Go through the entries below and copy each line that holds the word "Oluwalose".

::: THE DATA

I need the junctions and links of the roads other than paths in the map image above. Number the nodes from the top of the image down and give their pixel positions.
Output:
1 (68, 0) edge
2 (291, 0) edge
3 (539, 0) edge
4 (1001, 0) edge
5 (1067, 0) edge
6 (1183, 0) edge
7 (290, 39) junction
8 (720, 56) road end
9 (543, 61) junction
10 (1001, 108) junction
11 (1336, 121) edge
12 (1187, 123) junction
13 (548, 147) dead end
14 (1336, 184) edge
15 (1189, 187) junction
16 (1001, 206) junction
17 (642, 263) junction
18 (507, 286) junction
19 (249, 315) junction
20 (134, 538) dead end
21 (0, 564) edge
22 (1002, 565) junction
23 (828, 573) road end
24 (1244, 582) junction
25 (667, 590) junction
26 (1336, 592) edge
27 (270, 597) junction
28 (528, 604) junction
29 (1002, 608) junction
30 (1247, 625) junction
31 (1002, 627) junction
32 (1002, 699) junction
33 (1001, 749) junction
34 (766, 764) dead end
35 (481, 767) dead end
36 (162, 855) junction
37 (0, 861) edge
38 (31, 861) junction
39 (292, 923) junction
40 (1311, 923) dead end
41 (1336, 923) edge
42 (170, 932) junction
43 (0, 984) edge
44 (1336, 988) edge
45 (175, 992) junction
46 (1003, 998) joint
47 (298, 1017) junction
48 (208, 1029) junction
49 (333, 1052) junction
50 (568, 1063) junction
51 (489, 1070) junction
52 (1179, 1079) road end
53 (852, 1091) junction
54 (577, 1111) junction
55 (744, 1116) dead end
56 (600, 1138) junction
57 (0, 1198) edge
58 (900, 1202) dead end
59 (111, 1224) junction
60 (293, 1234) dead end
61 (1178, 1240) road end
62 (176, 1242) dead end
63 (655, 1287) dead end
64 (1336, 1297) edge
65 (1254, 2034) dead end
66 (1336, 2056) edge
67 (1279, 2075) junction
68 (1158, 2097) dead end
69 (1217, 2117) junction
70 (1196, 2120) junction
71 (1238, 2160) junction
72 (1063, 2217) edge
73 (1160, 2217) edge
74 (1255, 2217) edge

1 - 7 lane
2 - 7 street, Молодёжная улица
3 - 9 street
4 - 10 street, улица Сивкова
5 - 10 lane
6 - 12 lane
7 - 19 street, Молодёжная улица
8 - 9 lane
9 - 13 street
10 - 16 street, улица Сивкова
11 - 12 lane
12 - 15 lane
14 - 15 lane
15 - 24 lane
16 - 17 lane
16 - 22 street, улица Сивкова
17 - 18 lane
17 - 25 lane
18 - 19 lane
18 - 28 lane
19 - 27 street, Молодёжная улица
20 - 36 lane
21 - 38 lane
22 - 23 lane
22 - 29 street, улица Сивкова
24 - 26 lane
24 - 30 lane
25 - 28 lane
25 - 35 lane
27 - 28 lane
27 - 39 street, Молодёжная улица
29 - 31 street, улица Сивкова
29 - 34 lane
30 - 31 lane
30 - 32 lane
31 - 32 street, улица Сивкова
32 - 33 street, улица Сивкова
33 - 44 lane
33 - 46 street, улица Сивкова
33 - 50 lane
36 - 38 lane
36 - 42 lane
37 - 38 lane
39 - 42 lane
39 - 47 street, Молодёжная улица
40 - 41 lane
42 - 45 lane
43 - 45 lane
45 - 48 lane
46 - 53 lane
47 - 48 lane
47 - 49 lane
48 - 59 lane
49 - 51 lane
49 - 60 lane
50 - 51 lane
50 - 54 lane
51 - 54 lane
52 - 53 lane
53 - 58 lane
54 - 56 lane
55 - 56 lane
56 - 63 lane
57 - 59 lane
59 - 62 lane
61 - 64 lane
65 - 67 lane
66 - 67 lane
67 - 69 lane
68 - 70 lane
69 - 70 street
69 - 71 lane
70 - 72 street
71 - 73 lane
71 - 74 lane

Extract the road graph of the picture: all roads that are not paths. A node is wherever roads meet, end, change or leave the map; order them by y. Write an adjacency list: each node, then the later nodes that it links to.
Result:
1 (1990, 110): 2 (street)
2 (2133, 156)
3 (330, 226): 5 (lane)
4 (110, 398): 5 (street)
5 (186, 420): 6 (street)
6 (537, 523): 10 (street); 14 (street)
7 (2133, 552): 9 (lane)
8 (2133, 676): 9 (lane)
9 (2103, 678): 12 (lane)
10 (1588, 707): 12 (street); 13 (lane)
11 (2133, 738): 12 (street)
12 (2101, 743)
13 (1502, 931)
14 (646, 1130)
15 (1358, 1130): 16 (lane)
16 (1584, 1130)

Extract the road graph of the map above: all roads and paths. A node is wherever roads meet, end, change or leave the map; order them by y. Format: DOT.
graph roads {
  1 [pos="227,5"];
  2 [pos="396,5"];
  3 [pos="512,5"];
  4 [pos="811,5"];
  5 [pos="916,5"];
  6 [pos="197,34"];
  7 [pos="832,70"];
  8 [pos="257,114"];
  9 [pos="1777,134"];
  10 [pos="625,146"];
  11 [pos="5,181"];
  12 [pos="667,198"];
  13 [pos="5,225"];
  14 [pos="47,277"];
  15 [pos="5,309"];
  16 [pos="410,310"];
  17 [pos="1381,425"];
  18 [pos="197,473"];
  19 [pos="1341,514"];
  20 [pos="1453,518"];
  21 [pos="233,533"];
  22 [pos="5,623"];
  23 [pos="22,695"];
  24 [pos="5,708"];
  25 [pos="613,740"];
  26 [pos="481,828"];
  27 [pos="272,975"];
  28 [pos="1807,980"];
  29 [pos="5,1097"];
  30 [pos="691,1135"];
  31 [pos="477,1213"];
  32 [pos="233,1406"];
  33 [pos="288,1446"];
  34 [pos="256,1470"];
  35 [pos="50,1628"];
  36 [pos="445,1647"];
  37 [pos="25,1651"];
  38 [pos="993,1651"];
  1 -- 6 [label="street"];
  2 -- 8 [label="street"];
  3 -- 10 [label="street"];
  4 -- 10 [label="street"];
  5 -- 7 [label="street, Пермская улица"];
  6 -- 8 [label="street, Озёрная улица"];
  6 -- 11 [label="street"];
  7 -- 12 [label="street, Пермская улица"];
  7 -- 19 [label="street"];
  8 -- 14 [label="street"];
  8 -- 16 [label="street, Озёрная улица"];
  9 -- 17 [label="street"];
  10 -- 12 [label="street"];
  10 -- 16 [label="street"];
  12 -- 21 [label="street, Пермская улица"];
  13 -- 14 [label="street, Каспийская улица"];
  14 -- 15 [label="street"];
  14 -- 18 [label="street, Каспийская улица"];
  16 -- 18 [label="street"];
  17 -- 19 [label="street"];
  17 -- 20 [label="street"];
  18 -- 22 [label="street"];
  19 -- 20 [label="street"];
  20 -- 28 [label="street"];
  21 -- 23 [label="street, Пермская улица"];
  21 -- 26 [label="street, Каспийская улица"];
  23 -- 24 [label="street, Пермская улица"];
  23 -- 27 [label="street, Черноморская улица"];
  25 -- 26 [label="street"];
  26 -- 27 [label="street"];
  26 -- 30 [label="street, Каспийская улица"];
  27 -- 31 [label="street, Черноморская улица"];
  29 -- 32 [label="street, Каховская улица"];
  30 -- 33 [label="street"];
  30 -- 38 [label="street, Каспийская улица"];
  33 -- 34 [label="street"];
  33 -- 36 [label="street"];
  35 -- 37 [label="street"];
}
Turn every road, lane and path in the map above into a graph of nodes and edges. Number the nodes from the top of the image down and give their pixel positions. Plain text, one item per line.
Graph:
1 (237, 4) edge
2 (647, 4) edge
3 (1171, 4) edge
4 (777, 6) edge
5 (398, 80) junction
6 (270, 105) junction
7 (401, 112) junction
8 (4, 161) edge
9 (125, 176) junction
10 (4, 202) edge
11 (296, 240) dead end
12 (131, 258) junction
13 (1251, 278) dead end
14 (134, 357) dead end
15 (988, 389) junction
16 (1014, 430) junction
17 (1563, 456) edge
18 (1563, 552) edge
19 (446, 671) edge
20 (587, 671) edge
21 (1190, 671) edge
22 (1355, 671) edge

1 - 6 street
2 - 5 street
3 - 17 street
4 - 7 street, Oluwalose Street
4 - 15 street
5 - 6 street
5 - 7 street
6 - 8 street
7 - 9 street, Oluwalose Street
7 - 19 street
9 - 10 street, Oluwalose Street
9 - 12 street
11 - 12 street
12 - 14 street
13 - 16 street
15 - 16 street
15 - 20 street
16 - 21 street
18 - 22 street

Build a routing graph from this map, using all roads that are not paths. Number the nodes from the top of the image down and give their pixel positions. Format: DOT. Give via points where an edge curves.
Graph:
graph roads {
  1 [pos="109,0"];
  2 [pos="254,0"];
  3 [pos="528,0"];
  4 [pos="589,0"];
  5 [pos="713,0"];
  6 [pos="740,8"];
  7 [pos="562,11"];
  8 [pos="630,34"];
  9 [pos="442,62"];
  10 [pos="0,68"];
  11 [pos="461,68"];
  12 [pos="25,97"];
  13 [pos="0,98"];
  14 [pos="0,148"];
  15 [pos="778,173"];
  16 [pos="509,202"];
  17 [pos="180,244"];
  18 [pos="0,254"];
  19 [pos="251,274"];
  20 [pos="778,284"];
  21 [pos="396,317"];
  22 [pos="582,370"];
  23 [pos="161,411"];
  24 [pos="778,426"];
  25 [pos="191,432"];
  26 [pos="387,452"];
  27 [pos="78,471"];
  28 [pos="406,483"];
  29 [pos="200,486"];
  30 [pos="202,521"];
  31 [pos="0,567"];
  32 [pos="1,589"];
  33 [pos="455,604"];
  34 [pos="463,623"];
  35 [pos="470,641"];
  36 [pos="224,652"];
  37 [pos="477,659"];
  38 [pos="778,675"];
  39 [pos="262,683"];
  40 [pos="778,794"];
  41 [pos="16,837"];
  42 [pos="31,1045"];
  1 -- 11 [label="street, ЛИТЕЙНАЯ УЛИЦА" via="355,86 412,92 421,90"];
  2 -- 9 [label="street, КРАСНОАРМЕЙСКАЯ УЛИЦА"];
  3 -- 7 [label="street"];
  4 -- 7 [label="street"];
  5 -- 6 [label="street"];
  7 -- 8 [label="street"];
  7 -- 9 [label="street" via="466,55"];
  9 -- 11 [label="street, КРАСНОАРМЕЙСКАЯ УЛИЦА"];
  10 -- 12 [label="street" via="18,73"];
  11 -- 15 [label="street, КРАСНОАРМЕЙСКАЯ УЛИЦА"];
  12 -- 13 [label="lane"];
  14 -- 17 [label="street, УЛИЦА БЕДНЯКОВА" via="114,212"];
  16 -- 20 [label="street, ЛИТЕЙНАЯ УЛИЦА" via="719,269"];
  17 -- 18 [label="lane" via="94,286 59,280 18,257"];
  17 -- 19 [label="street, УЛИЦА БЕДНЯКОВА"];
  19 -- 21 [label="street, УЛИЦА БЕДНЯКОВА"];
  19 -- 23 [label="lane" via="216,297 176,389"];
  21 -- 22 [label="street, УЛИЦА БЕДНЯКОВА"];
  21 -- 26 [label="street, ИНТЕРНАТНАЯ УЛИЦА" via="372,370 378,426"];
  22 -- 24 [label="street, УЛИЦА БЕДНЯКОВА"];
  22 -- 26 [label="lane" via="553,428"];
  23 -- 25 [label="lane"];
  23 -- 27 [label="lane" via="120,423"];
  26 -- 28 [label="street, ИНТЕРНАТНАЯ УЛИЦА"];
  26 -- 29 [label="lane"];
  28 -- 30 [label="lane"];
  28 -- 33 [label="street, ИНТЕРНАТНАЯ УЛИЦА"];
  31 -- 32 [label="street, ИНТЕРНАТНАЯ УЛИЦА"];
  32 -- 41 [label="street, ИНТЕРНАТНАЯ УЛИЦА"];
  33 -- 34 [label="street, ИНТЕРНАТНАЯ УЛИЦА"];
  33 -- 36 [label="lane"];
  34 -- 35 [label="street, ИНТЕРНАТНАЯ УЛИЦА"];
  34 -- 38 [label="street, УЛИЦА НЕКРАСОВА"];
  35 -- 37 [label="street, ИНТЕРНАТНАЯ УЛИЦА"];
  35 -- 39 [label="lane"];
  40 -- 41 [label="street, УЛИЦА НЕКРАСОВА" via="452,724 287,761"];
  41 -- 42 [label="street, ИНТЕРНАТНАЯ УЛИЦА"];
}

::::::

RESULT BELOW =>
4 - 7 street, Oluwalose Street
7 - 9 street, Oluwalose Street
9 - 10 street, Oluwalose Street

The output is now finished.